_TASK STATEMENT_:
Going through the data below, copy out each line where the word "roads" shows up.

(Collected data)
* * * *

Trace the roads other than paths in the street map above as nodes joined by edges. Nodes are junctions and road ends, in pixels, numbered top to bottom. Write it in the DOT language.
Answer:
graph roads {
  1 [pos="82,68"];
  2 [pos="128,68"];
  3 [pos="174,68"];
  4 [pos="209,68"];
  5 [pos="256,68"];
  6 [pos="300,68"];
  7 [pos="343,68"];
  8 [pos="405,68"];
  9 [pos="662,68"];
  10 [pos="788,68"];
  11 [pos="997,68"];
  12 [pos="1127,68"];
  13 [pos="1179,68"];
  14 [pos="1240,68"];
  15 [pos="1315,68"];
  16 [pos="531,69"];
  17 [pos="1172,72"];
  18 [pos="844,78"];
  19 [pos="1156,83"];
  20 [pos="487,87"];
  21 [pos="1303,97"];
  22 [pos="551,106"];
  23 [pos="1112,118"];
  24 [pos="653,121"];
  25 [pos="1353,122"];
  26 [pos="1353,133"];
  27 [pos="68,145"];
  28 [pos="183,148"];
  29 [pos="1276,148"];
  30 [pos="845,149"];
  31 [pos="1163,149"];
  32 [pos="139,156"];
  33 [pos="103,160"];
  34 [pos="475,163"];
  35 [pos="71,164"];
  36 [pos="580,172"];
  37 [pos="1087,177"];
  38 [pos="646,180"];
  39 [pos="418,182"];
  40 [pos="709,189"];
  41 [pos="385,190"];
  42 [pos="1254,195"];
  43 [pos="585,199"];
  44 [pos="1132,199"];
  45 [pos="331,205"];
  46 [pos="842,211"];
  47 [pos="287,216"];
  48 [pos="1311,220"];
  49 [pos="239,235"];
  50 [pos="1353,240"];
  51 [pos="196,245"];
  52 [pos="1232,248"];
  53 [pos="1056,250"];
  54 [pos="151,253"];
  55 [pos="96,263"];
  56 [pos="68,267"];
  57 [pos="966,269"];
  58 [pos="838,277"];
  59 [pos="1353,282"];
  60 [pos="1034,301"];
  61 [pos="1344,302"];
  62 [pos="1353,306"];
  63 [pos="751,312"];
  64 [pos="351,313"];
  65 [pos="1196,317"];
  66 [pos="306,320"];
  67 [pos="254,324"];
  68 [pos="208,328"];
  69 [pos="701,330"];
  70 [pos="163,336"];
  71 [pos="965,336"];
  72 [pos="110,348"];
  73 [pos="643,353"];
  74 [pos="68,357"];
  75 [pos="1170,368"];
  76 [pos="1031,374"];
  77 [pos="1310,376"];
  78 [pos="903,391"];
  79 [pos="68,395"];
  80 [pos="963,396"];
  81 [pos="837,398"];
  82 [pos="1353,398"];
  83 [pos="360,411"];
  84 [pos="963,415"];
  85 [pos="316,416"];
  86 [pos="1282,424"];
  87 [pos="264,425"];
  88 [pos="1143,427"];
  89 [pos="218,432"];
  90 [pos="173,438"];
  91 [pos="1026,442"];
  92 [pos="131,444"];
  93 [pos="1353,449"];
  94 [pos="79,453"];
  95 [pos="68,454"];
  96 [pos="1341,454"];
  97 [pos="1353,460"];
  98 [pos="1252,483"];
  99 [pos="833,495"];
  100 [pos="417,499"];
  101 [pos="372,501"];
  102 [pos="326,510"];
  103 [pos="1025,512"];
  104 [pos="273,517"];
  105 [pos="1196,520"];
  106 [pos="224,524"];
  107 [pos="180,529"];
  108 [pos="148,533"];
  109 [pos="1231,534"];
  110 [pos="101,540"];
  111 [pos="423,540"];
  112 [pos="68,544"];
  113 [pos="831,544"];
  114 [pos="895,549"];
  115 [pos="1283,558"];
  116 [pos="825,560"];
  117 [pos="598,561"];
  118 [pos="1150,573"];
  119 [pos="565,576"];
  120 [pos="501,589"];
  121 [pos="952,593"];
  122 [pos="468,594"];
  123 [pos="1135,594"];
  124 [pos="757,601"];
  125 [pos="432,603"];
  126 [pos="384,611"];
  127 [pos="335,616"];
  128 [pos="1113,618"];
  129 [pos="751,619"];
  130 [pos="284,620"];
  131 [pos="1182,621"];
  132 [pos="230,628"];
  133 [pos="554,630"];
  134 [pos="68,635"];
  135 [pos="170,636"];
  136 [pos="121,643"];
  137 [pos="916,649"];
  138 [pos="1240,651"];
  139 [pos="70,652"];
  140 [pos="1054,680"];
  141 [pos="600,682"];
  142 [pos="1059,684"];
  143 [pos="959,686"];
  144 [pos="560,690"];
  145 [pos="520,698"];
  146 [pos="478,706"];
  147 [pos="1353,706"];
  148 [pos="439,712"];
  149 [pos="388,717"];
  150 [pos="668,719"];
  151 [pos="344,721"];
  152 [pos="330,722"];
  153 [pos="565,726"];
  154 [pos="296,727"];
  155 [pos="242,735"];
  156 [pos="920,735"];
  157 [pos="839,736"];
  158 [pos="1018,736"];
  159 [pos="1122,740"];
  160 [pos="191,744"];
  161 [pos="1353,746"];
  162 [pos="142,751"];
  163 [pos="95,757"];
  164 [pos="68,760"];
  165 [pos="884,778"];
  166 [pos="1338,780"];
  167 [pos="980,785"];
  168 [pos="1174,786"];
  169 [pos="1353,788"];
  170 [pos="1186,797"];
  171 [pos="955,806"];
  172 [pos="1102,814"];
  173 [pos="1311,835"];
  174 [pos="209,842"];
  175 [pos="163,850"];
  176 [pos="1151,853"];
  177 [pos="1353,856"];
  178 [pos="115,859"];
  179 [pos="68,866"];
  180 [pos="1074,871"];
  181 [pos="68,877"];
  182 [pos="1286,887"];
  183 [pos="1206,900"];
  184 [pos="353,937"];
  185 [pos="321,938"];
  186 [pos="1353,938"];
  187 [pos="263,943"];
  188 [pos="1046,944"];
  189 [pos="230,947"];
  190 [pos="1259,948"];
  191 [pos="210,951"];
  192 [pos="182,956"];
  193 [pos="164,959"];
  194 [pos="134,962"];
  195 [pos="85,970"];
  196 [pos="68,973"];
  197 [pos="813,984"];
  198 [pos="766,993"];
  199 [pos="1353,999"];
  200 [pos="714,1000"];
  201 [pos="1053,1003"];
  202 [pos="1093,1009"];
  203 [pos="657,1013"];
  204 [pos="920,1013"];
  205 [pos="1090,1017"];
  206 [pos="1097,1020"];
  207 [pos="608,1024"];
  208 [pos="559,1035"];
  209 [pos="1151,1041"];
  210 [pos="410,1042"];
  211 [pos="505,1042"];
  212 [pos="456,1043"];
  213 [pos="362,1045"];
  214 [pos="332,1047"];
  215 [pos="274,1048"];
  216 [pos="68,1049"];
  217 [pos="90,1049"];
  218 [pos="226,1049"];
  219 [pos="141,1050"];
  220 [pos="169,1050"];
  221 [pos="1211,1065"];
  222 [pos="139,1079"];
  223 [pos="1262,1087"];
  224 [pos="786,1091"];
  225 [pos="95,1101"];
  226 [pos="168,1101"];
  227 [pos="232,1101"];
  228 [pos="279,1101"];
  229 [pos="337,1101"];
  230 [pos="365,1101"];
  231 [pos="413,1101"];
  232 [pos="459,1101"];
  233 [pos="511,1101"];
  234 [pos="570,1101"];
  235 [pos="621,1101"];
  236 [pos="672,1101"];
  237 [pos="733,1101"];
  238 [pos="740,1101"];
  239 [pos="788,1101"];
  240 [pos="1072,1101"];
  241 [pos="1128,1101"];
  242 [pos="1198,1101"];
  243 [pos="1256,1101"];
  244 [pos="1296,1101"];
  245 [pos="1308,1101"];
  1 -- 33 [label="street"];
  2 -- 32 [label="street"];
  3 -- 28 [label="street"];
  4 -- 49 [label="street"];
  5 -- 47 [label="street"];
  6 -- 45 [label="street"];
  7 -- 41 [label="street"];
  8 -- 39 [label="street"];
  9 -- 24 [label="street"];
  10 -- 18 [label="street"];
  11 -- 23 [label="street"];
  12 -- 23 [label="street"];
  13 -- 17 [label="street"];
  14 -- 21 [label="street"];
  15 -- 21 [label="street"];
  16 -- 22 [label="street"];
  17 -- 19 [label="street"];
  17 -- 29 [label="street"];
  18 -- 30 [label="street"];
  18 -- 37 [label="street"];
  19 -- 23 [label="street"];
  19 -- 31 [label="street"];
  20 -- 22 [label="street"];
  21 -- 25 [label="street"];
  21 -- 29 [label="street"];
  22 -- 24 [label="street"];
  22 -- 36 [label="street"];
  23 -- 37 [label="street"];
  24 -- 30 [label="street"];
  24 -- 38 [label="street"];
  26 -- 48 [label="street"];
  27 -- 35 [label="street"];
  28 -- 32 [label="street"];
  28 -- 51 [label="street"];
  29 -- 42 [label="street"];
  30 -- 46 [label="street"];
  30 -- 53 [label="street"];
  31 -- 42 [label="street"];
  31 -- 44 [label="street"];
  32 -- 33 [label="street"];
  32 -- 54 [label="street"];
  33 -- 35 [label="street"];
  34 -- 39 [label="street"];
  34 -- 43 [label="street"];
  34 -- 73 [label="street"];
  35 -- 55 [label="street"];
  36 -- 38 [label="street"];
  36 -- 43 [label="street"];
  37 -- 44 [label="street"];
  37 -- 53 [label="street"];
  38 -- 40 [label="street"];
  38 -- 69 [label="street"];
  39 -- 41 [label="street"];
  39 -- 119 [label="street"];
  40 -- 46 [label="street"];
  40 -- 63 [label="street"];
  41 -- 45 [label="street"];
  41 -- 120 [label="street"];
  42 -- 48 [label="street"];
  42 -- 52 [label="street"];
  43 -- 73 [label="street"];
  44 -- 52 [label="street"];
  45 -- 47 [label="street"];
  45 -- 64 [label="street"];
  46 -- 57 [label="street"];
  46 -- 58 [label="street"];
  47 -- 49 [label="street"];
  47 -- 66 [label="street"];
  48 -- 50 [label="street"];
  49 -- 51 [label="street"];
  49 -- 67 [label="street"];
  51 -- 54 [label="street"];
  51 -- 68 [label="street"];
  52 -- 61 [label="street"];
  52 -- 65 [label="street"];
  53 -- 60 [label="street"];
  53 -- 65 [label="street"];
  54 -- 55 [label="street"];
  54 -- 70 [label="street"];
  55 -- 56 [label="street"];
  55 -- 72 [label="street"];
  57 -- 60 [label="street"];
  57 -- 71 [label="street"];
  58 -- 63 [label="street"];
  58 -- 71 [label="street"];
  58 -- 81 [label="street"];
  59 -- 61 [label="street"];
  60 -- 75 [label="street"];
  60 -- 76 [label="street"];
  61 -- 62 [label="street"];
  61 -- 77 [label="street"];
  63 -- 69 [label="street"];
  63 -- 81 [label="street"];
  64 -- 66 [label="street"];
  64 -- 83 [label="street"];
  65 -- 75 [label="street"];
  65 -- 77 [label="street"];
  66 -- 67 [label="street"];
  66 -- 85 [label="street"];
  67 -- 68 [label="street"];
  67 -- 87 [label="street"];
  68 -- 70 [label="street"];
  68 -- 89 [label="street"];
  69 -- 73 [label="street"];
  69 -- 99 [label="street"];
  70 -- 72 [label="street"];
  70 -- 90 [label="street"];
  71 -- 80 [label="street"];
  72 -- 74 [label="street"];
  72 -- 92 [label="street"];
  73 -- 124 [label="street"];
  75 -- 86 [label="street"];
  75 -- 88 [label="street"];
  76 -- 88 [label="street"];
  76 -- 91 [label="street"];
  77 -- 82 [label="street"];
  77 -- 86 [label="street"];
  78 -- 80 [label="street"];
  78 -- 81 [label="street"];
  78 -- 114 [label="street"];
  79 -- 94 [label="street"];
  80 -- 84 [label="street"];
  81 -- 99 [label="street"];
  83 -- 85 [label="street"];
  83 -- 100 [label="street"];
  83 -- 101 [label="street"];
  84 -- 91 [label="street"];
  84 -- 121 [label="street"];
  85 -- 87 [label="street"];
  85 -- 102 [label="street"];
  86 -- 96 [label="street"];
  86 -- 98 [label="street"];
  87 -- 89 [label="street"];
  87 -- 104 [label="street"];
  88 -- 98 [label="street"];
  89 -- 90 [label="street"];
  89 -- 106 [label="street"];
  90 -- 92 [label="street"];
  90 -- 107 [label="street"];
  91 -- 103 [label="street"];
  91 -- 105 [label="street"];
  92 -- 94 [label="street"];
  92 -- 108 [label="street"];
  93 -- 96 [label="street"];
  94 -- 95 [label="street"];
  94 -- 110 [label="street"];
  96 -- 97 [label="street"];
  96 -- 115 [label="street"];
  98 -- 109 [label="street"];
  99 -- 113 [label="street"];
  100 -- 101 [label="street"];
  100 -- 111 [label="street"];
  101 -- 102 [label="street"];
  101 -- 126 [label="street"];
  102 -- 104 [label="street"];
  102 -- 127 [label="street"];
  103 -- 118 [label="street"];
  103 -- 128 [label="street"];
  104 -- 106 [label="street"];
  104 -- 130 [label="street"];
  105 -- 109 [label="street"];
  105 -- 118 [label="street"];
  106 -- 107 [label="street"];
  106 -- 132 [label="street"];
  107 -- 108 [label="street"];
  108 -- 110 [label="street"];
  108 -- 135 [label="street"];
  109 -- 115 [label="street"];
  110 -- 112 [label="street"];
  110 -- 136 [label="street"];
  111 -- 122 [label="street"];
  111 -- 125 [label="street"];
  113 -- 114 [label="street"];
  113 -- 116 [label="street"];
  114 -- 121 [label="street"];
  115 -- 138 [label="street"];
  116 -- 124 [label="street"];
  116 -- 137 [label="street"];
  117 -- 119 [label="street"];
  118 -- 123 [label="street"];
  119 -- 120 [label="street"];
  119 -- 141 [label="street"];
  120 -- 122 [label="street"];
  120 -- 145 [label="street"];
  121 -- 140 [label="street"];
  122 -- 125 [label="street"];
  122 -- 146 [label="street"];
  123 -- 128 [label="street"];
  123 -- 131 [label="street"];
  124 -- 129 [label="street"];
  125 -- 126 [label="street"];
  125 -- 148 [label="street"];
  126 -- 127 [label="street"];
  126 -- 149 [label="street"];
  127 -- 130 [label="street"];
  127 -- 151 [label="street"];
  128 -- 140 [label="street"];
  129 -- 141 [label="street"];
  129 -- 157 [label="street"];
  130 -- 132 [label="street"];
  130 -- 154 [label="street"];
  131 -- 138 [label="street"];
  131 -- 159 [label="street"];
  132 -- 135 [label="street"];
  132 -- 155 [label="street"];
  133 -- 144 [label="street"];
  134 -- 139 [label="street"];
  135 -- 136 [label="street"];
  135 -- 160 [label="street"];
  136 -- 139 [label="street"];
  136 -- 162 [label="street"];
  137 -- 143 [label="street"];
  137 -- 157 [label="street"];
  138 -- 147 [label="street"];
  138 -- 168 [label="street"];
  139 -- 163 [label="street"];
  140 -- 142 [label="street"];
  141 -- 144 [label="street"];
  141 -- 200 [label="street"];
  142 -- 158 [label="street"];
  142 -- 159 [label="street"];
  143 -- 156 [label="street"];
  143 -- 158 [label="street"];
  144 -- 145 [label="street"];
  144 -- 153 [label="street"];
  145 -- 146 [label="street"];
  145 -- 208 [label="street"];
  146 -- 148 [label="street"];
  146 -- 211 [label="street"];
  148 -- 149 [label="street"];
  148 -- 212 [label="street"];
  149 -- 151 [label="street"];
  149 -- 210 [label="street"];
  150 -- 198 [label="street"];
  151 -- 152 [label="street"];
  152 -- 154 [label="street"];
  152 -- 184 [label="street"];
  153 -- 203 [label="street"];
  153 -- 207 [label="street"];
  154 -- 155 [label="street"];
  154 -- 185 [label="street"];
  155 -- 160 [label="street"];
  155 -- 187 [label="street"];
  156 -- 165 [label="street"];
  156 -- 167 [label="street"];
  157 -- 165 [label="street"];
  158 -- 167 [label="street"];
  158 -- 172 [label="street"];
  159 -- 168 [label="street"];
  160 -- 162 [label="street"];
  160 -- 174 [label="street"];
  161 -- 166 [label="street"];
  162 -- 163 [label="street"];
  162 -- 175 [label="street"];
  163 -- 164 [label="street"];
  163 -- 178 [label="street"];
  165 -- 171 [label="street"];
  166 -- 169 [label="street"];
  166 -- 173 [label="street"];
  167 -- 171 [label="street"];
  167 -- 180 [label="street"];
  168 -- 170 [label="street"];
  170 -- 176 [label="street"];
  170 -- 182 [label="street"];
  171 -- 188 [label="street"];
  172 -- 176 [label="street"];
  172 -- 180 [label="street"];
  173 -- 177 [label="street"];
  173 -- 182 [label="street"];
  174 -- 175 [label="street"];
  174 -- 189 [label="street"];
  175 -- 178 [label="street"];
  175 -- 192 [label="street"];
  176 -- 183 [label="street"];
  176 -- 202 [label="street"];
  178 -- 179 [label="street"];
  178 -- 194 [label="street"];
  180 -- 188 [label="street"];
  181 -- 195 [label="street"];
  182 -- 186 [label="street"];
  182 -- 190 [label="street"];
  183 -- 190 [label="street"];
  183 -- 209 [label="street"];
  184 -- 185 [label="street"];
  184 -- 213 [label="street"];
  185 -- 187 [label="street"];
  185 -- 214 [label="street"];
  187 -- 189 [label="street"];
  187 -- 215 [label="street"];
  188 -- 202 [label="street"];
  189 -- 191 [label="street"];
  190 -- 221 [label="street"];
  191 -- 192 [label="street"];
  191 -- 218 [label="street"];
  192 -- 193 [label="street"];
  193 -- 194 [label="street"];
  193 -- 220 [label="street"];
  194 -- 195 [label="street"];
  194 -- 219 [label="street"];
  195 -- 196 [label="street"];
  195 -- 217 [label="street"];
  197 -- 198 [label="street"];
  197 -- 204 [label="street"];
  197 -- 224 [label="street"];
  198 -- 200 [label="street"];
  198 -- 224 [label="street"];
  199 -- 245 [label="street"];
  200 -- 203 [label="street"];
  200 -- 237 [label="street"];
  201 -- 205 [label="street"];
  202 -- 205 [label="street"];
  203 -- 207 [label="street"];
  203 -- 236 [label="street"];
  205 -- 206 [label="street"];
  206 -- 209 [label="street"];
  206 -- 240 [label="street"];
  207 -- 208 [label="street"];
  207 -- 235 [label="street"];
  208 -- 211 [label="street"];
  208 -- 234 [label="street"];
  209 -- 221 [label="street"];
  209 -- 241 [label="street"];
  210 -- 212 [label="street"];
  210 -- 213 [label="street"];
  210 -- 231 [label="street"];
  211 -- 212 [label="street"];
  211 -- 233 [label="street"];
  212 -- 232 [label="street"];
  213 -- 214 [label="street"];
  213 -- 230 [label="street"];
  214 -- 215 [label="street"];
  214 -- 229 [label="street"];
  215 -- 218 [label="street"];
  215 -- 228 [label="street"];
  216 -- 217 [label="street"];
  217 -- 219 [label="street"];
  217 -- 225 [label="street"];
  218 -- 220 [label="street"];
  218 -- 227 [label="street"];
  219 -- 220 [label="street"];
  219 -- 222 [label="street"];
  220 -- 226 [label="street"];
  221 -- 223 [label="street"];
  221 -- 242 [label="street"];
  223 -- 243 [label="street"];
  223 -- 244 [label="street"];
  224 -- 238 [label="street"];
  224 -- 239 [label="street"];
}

* * * *

_EXERCISE ANSWER_:
Trace the roads other than paths in the street map above as nodes joined by edges. Nodes are junctions and road ends, in pixels, numbered top to bottom. Write it in the DOT language.
graph roads {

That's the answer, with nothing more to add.